Спорить со своим страхом среди холодной ночи так же бессмысленно, как греться у погасшего огня. Поделать ничего не могу, объяснений моему поведению нет, значит надо просто забыть, не думать, забыть, вычеркнуть как небылицу. Никто не должен знать, ни единая живая душа, даже… Аленка. Это был просто сон. Все.

Рассвет не принес с собой никакого облегчения. Иногда я проводила ладонью по коже, убеждаясь, что на ней не выступил иней, как мне виделось, стоило только глаза закрыть. И в костях как будто льдинки создались, пальцы не хотели сгибаться. Сон так и не приходил, из окна лилась серость, топила меня в себе, рассвет сегодня был так бледен, что не принес окружающему миру ни капли румянца.

Погреться можно только на кухне, там уже должны были разжечь печку и она, наверное, пыхтит и стонет, переваривая сухие плотные поленья в потоки жаркого воздуха.

Кто бы знал, скольких сил мне стоило одеться! Старик Атис говорил, что холод во мне не от окружающей температуры зависит, а идет изнутри. Изнутри, как же! Откуда он там берется, пыталась я спросить, а он только губы поджимал, мала, говорит еще, чтобы такое понять. Потом жалел, наверное, что не рассказал, помер раньше времени. Обещал письмо оставить прощальное, да видимо, нет такой бумаги, чтобы пеплом не стала, когда бес огнем дышать начинает.

Резко распахнувшаяся дверь стукнулась о стену. Марфутишна.

Увидев ее, я вдруг стала молиться всем богам одновременно. Только не это! Пусть на месяц меня запрет, на всю зиму, на год, только не это!

Тщетно.

— Одевайся быстрее, тебя экипаж ждет, — строго сказала воспитательница.

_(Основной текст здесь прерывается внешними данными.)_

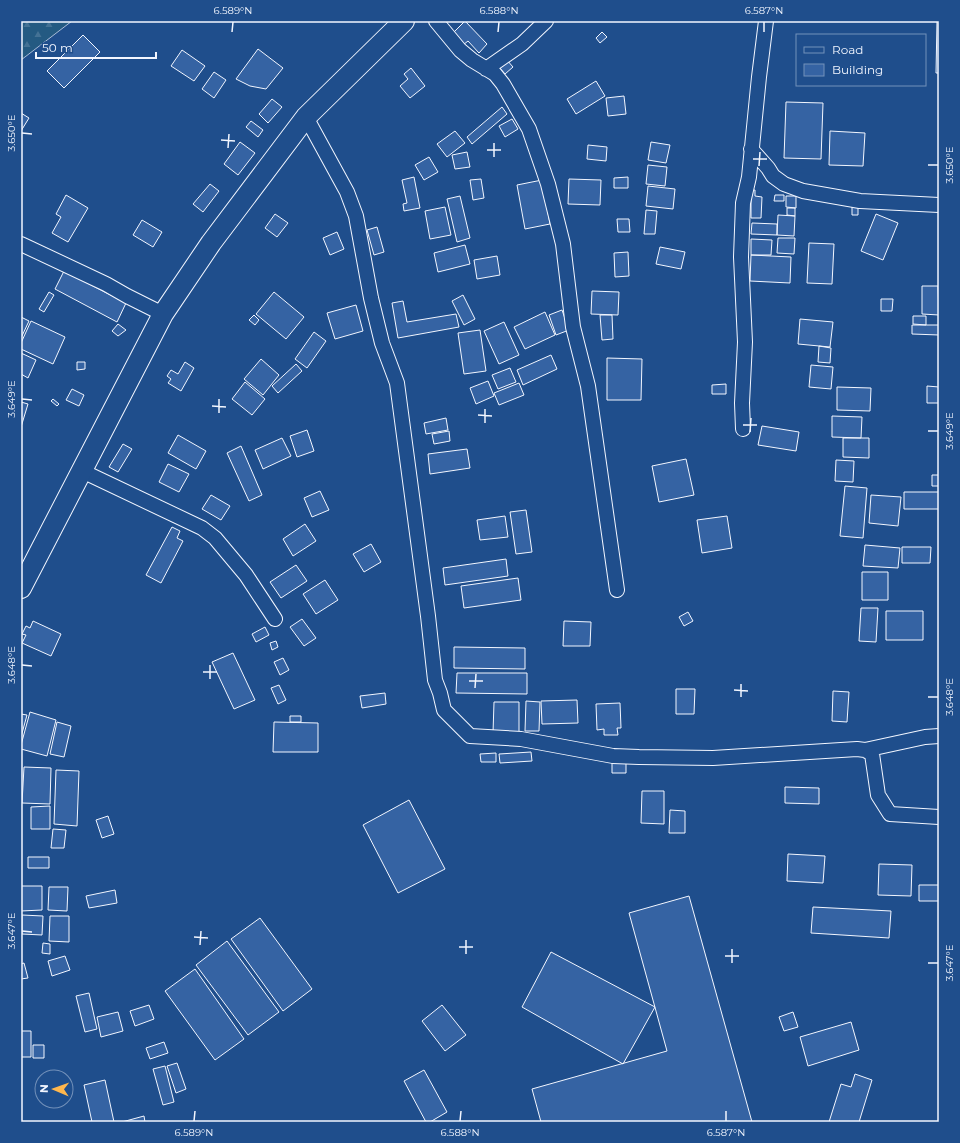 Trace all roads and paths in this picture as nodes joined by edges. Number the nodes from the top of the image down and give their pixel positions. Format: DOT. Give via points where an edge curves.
graph roads {
  1 [pos="404,21"];
  2 [pos="436,21"];
  3 [pos="546,21"];
  4 [pos="766,21"];
  5 [pos="486,69"];
  6 [pos="306,117"];
  7 [pos="751,149"];
  8 [pos="939,205"];
  9 [pos="21,244"];
  10 [pos="163,314"];
  11 [pos="743,429"];
  12 [pos="82,471"];
  13 [pos="21,588"];
  14 [pos="617,590"];
  15 [pos="275,619"];
  16 [pos="939,736"];
  17 [pos="865,750"];
  18 [pos="939,817"];
  1 -- 6 [label="street"];
  2 -- 5 [label="street" via="460,50"];
  3 -- 5 [label="street" via="522,44"];
  4 -- 7 [label="street"];
  5 -- 14 [label="street" via="495,74 503,84 529,129 548,184 563,244 573,327 588,386"];
  6 -- 10 [label="street" via="211,243"];
  6 -- 17 [label="street" via="347,192 356,216 382,343 397,383 435,680 444,710 470,736 521,739 613,756 713,758"];
  7 -- 8 [label="street" via="774,176 784,184 803,191 860,200"];
  7 -- 11 [label="street" via="749,177 743,203 741,257 745,342"];
  9 -- 10 [label="street"];
  10 -- 12 [label="street"];
  12 -- 13 [label="street"];
  12 -- 15 [label="street" via="202,528 215,538 246,575"];
  16 -- 17 [label="street"];
  17 -- 18 [label="street" via="872,754 878,795 890,814"];
}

Ах, Стаська, Стаська! Зачем ты со мной говорила, о чем хотела предостеречь? Что я могу сделать, пойти против воли Князя? Отказаться? Убежать? Знаешь же, это невозможно.

Марфутишна шла за мной по коридору, словно боялась, что я дорогу забуду. Спускалась по лестнице, а у двери собственноручно плащ помогла одеть и застегнула пуговицу. Усадив в экипаж, смотрела с крыльца вслед, странно прижимая руки к груди.

Какое серое утро, совсем без красок. Да еще возница так гнал, что твердое сиденье оставило немало синяков на моем теле.

Экипаж остановился прямо у парадной двери, где переминался с ноги на ногу старичок-дворецкий. Он встретил меня с явным облегчением и сразу повел в парадный зал. Хорошо хоть к тому входу, что со стороны трона, не придется долго идти по огромному залу и каждый шаг думать, что добровольно направляешься в пасть зверя. Зверей.